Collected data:
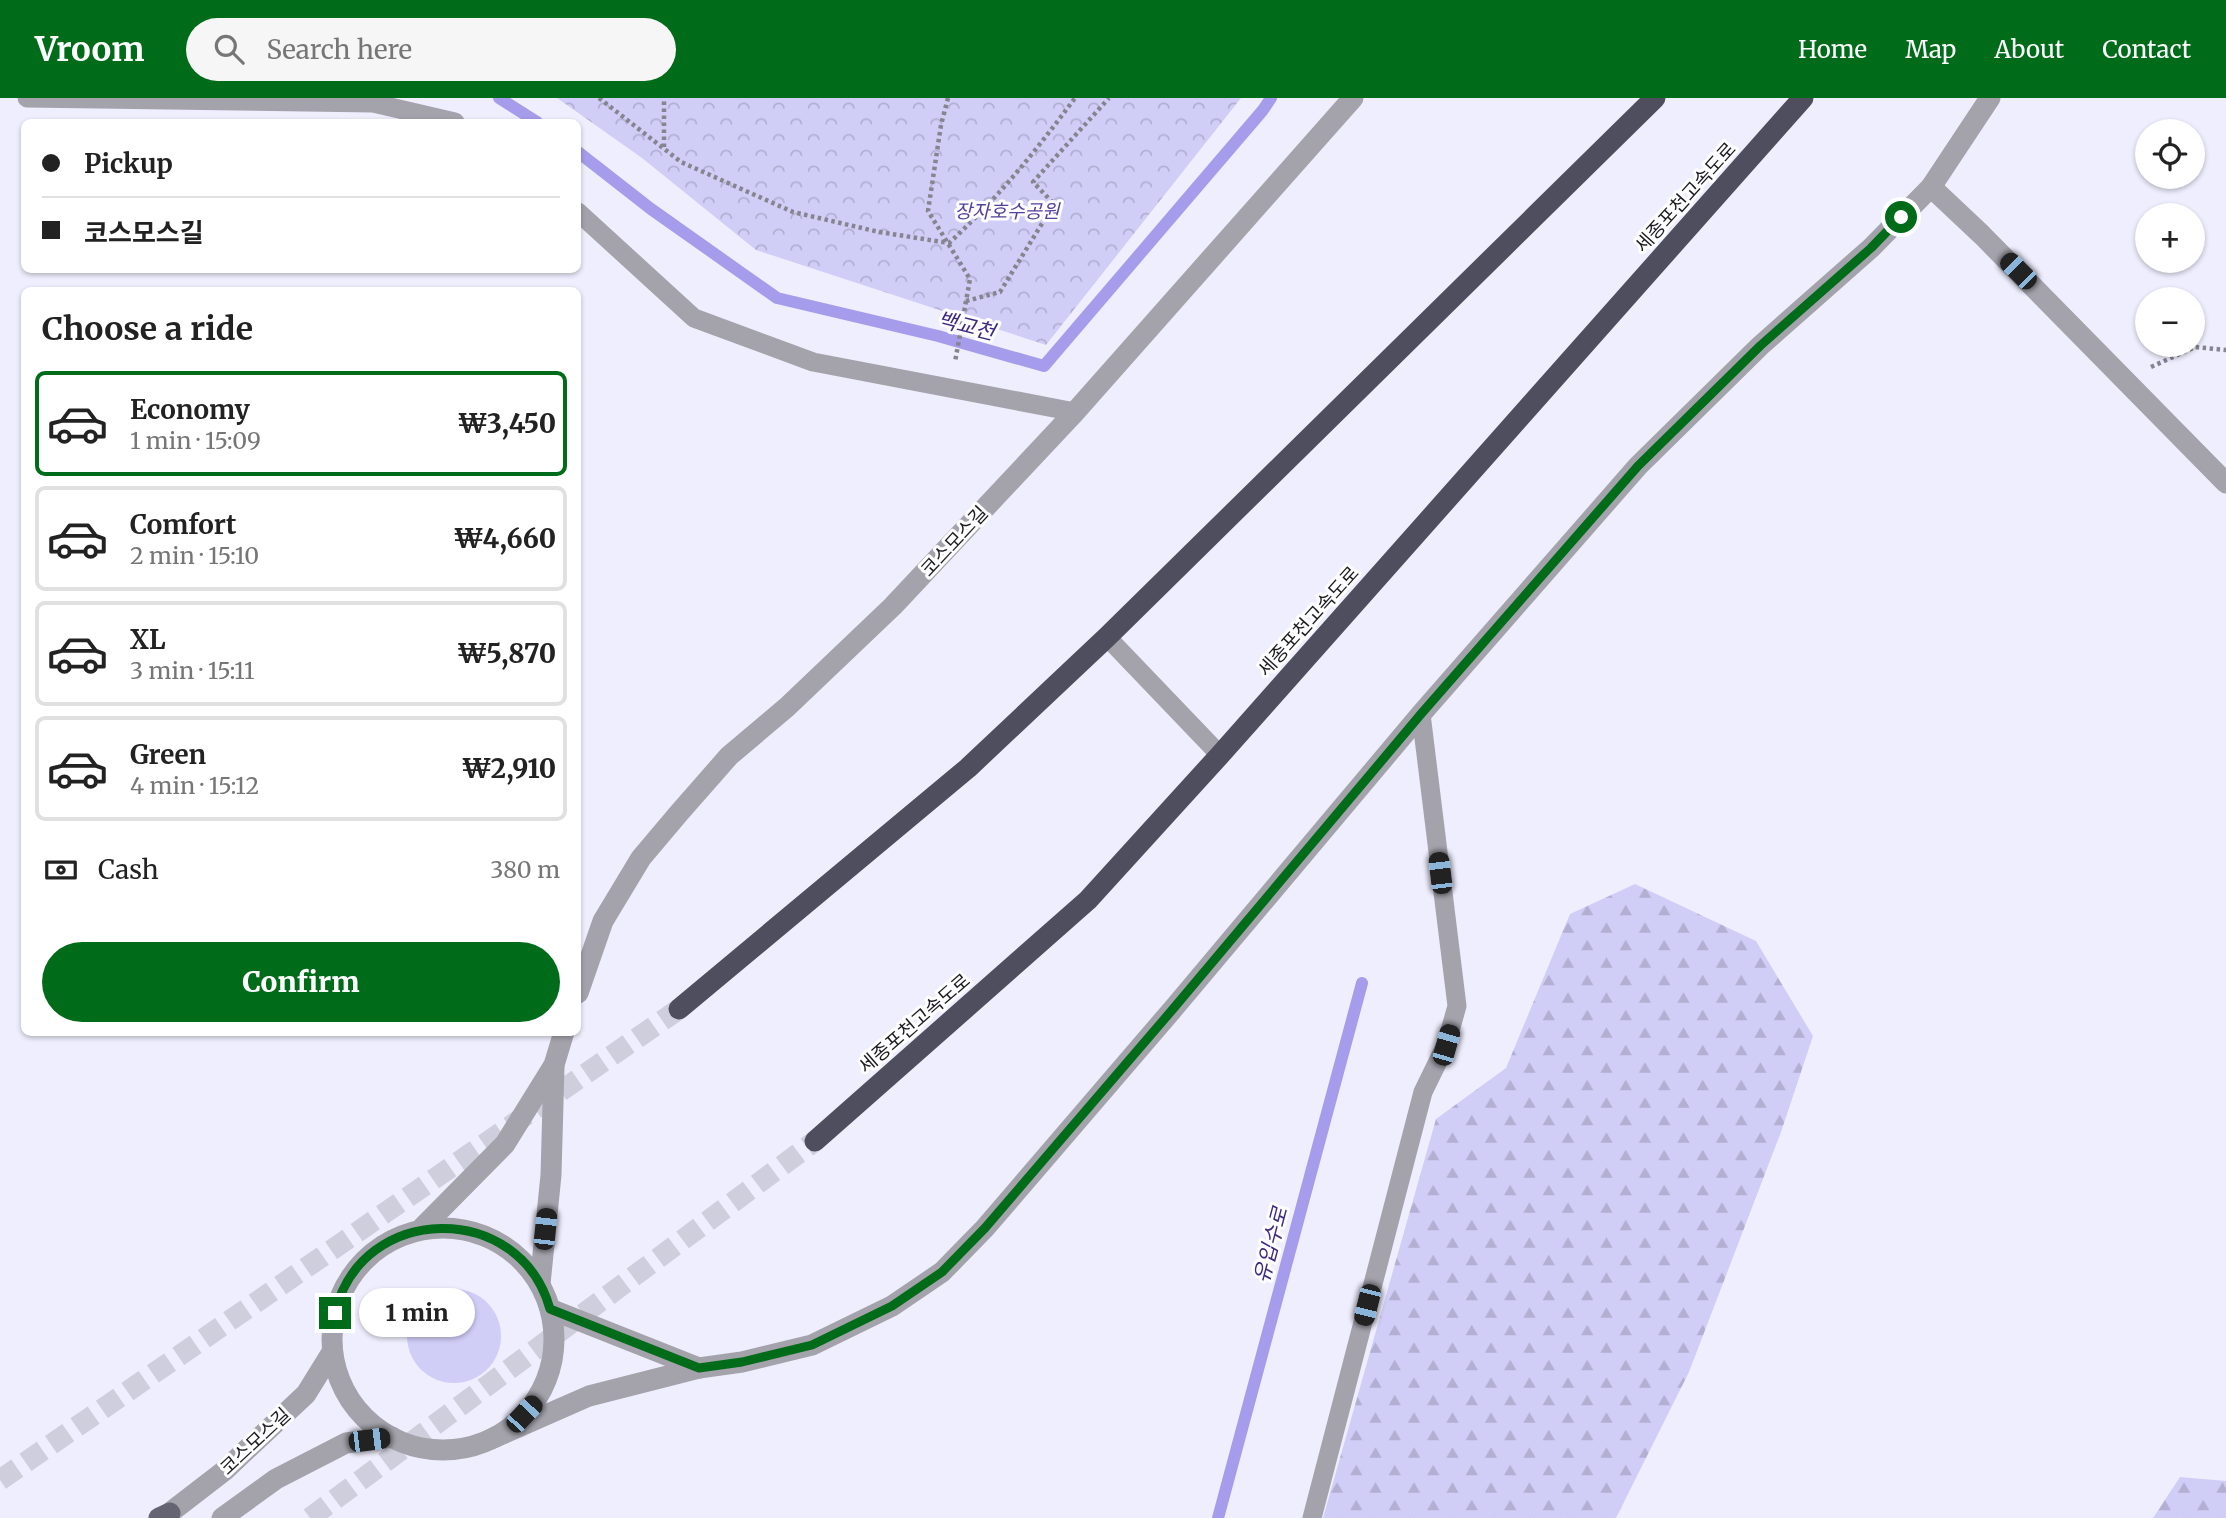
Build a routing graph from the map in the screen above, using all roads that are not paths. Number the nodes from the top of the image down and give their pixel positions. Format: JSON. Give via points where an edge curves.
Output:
{"nodes":[{"id":1,"x":27,"y":98,"type":"edge"},
{"id":2,"x":1353,"y":98,"type":"edge"},
{"id":3,"x":1655,"y":98,"type":"edge"},
{"id":4,"x":1803,"y":98,"type":"edge"},
{"id":5,"x":1990,"y":98,"type":"edge"},
{"id":6,"x":442,"y":119,"type":"edge"},
{"id":7,"x":1931,"y":187,"type":"junction"},
{"id":8,"x":581,"y":215,"type":"edge"},
{"id":9,"x":1075,"y":412,"type":"junction"},
{"id":10,"x":2226,"y":483,"type":"edge"},
{"id":11,"x":1107,"y":636,"type":"junction"},
{"id":12,"x":1421,"y":714,"type":"junction"},
{"id":13,"x":1220,"y":755,"type":"junction"},
{"id":14,"x":581,"y":984,"type":"edge"},
{"id":15,"x":679,"y":1009,"type":"tunnel mouth"},
{"id":16,"x":564,"y":1036,"type":"edge"},
{"id":17,"x":554,"y":1065,"type":"junction"},
{"id":18,"x":815,"y":1141,"type":"tunnel mouth"},
{"id":19,"x":422,"y":1228,"type":"junction"},
{"id":20,"x":540,"y":1284,"type":"junction"},
{"id":21,"x":550,"y":1309,"type":"junction"},
{"id":22,"x":332,"y":1352,"type":"junction"},
{"id":23,"x":699,"y":1368,"type":"junction"},
{"id":24,"x":392,"y":1437,"type":"junction"},
{"id":25,"x":491,"y":1439,"type":"junction"},
{"id":26,"x":164,"y":1516,"type":"edge"},
{"id":27,"x":222,"y":1518,"type":"edge"},
{"id":28,"x":1312,"y":1518,"type":"edge"}],
"edges":[{"from":1,"to":6,"type":"lane","via":[[373,103]]},
{"from":2,"to":9,"type":"street","name":"코스모스길"},
{"from":3,"to":11,"type":"highway"},
{"from":4,"to":13,"type":"highway","name":"세종포천고속도로"},
{"from":5,"to":7,"type":"street"},
{"from":7,"to":10,"type":"street"},
{"from":7,"to":12,"type":"street","via":[[1638,466]]},
{"from":8,"to":9,"type":"lane","via":[[694,318],[813,362]]},
{"from":9,"to":14,"type":"street","name":"코스모스길","via":[[893,606],[729,756],[641,858],[603,921]]},
{"from":11,"to":13,"type":"lane"},
{"from":11,"to":15,"type":"highway","via":[[968,768]]},
{"from":12,"to":23,"type":"street","via":[[1173,1009],[942,1272],[892,1306],[812,1345]]},
{"from":12,"to":28,"type":"lane","via":[[1457,1006],[1446,1045],[1423,1092]]},
{"from":13,"to":18,"type":"highway","name":"세종포천고속도로","via":[[1088,900]]},
{"from":16,"to":17,"type":"street"},
{"from":17,"to":19,"type":"street","via":[[505,1144]]},
{"from":17,"to":20,"type":"street","via":[[551,1175]]},
{"from":19,"to":20,"type":"street","name":"코스모스길","via":[[459,1227],[495,1239],[524,1261]]},
{"from":19,"to":22,"type":"street","name":"코스모스길","via":[[388,1241],[359,1264],[340,1295],[331,1331]]},
{"from":20,"to":21,"type":"street","name":"코스모스길"},
{"from":21,"to":23,"type":"street"},
{"from":21,"to":25,"type":"street","name":"코스모스길","via":[[555,1328],[552,1366],[537,1400],[512,1427]]},
{"from":22,"to":24,"type":"street","name":"코스모스길","via":[[349,1401],[374,1427]]},
{"from":22,"to":26,"type":"street","name":"코스모스길","via":[[306,1394],[224,1471]]},
{"from":23,"to":25,"type":"street","via":[[589,1396]]},
{"from":24,"to":25,"type":"street","name":"코스모스길","via":[[405,1445],[442,1451]]},
{"from":24,"to":27,"type":"street","name":"코스모스길","via":[[346,1443],[276,1479]]}]}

■ **THE TASK**
Your response should be each line that includes the word "mouth", copied from the records.

■ **TASK ANSWER**
{"id":15,"x":679,"y":1009,"type":"tunnel mouth"},
{"id":18,"x":815,"y":1141,"type":"tunnel mouth"},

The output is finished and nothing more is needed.